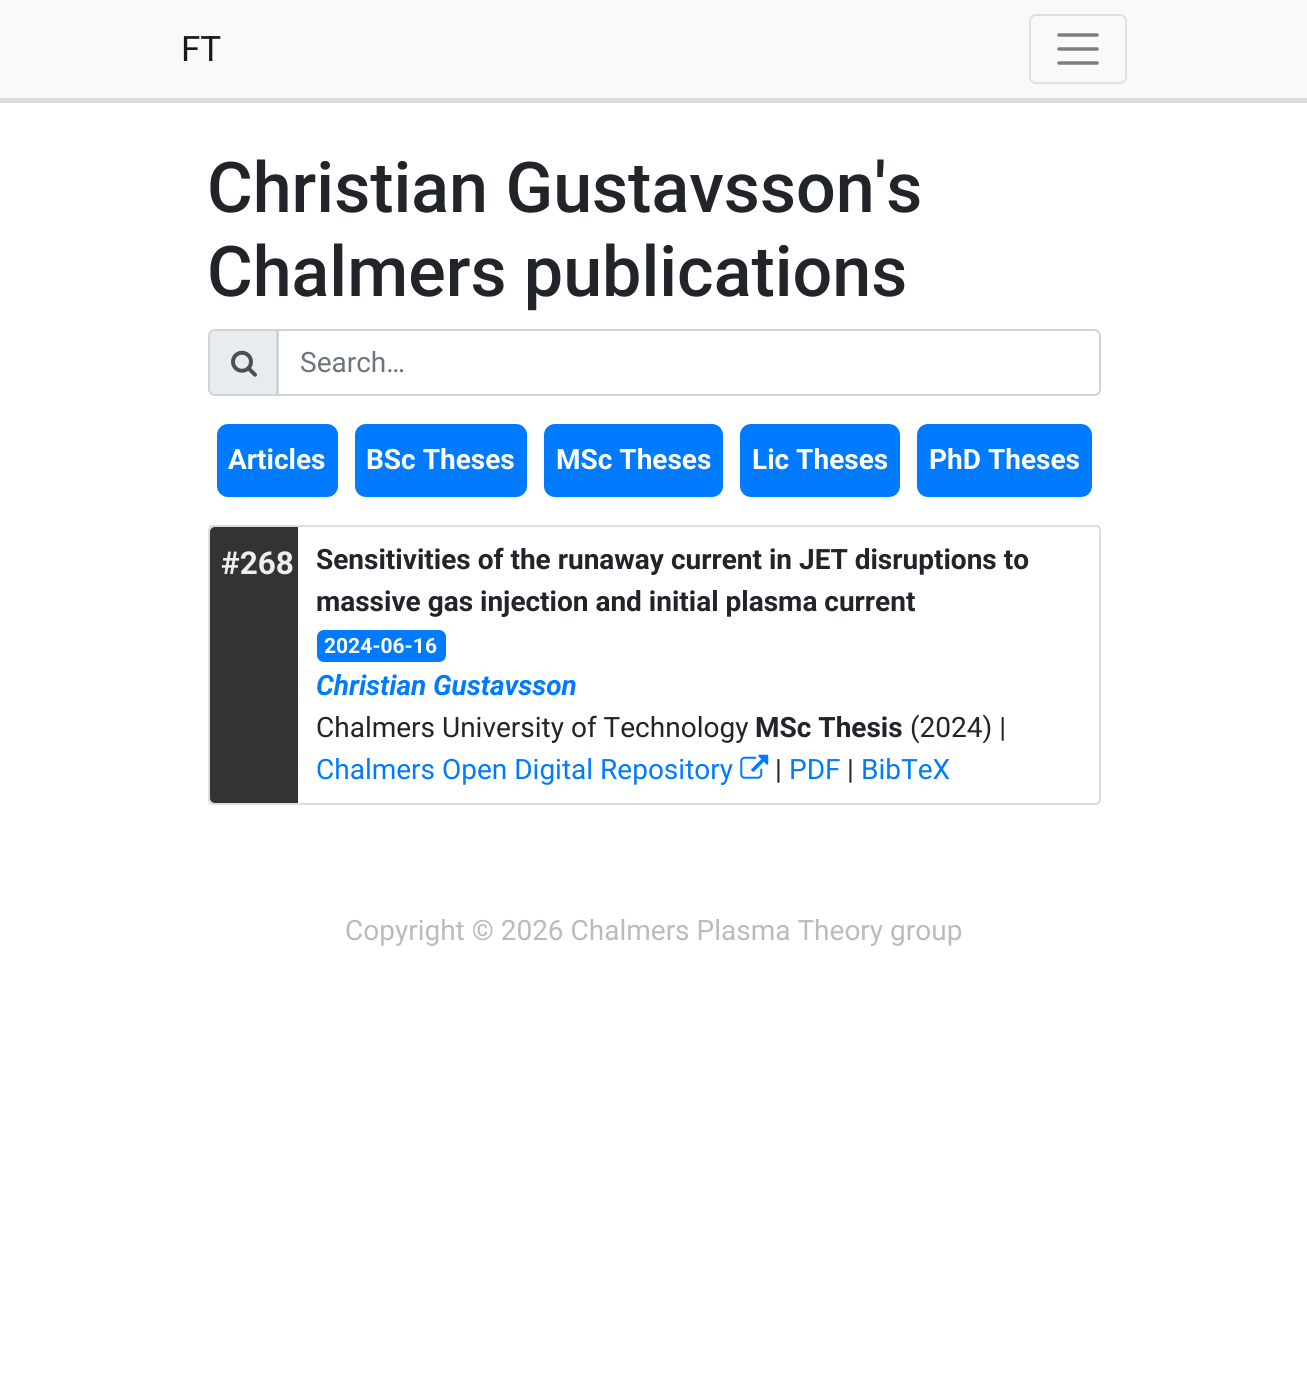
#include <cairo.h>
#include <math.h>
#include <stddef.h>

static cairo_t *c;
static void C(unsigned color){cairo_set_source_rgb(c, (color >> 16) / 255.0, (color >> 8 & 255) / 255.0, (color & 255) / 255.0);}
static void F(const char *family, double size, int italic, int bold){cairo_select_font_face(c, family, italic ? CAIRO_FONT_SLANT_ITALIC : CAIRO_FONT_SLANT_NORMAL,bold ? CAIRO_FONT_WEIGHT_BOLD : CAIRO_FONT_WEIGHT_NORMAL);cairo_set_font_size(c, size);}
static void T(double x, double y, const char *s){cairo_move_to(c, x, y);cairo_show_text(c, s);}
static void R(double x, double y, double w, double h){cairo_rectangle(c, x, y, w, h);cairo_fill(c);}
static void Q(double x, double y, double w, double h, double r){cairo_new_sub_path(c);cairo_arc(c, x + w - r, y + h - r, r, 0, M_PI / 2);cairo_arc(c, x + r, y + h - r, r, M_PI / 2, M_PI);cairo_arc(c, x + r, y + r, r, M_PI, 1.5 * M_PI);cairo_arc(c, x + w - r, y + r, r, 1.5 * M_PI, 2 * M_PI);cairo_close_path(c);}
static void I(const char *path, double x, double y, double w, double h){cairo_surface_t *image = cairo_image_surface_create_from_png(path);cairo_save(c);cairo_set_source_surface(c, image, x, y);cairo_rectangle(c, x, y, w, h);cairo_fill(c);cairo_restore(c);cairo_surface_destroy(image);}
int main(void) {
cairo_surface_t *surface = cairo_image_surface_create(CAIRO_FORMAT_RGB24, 1307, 1384);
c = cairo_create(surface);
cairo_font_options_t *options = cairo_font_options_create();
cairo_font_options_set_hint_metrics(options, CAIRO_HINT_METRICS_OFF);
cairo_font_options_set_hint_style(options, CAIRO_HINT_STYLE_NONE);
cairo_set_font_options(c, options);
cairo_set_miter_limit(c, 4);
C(0xffffff);
cairo_paint(c);
C(0xf8f9fa);
R(0,0,1307,98);
C(0xdddddd);
R(0,98,1307,5);
F("Roboto",35,0,0);
C(0x191919);
T(181,61,"FT");
Q(1030,15,96,68,6);
C(0xdfe0e1);
cairo_stroke(c);
cairo_new_path(c);
cairo_move_to(c,1059,35);
cairo_line_to(c,1097,35);
cairo_move_to(c,1059,49);
cairo_line_to(c,1097,49);
cairo_move_to(c,1059,63);
cairo_line_to(c,1097,63);
C(0x7c7d7d);
cairo_set_line_width(c,3.5);
cairo_set_line_cap(c,CAIRO_LINE_CAP_ROUND);
cairo_stroke(c);
F("Roboto Medium",70,0,0);
C(0x212529);
T(207,212,"Christian Gustavsson's");
T(207,296,"Chalmers publications");
C(0xe9ecef);
cairo_new_path(c);
cairo_move_to(c,215,330);
cairo_line_to(c,277,330);
cairo_line_to(c,277,395);
cairo_line_to(c,215,395);
cairo_curve_to(c,211.5,395,209,392.5,209,389);
cairo_line_to(c,209,336);
cairo_curve_to(c,209,332.5,211.5,330,215,330);
cairo_close_path(c);
cairo_fill_preserve(c);
C(0xced4da);
cairo_set_line_width(c,2);
cairo_set_line_cap(c,CAIRO_LINE_CAP_BUTT);
cairo_stroke(c);
I("1.png",231,350,26,27);
cairo_new_path(c);
cairo_move_to(c,278,330);
cairo_line_to(c,1094,330);
cairo_curve_to(c,1097.5,330,1100,332.5,1100,336);
cairo_line_to(c,1100,389);
cairo_curve_to(c,1100,392.5,1097.5,395,1094,395);
cairo_line_to(c,278,395);
cairo_close_path(c);
cairo_stroke(c);
F("Roboto",28,0,0);
C(0x6c757d);
T(300,372,"Search…");
C(0x007bff);
Q(218,425,119,71,10);
cairo_fill_preserve(c);
cairo_stroke(c);
F("Roboto",28,0,1);
C(0xffffff);
T(228,469,"Articles");
C(0x007bff);
Q(356,425,170,71,10);
cairo_fill_preserve(c);
cairo_stroke(c);
C(0xffffff);
T(366,469,"BSc Theses");
C(0x007bff);
Q(545,425,177,71,10);
cairo_fill_preserve(c);
cairo_stroke(c);
C(0xffffff);
T(556,469,"MSc Theses");
C(0x007bff);
Q(741,425,158,71,10);
cairo_fill_preserve(c);
cairo_stroke(c);
C(0xffffff);
T(752,469,"Lic Theses");
C(0x007bff);
Q(918,425,173,71,10);
cairo_fill_preserve(c);
cairo_stroke(c);
C(0xffffff);
T(929,469,"PhD Theses");
Q(209,526,891,278,4);
C(0xdddddd);
cairo_stroke(c);
C(0x333333);
cairo_new_path(c);
cairo_move_to(c,215,527);
cairo_line_to(c,298,527);
cairo_line_to(c,298,803);
cairo_line_to(c,215,803);
cairo_curve_to(c,212,803,210,801,210,798);
cairo_line_to(c,210,532);
cairo_curve_to(c,210,529,212,527,215,527);
cairo_close_path(c);
cairo_fill(c);
F("Roboto",31.5,0,1);
C(0xeeeeee);
T(221,574,"#268");
F("Roboto",28,0,1);
C(0x212529);
T(316,569,"Sensitivities of the runaway current in JET disruptions to");
T(316,611,"massive gas injection and initial plasma current");
C(0x007bff);
Q(317,630,129,32,7);
cairo_fill(c);
F("Roboto",21,0,1);
C(0xffffff);
T(324,653,"2024-06-16");
F("Roboto",28,1,1);
C(0x007bff);
T(316,695,"Christian Gustavsson");
F("Roboto",28,0,0);
C(0x212529);
T(316,737,"Chalmers University of Technology");
F("Roboto",28,0,1);
T(755,737,"MSc Thesis");
F("Roboto",28,0,0);
T(910,737,"(2024) |");
C(0x007bff);
T(316,779,"Chalmers Open Digital Repository");
I("2.png",740,754,29,25);
C(0x212529);
T(775,779,"|");
C(0x007bff);
T(789,779,"PDF");
C(0x212529);
T(847,779,"|");
C(0x007bff);
T(861,779,"BibTeX");
C(0xbbbbbb);
T(345,940,"Copyright © 2026 Chalmers Plasma Theory group");
cairo_surface_write_to_png(surface, "o.png");
cairo_font_options_destroy(options);
cairo_destroy(c);
cairo_surface_destroy(surface);
return 0;
}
....
- [WORK TO COMPLETE]:
Across the entries above, find the lines with the string "include" and copy them.

- [YOUR SOLUTION]:
#include <cairo.h>
#include <math.h>
#include <stddef.h>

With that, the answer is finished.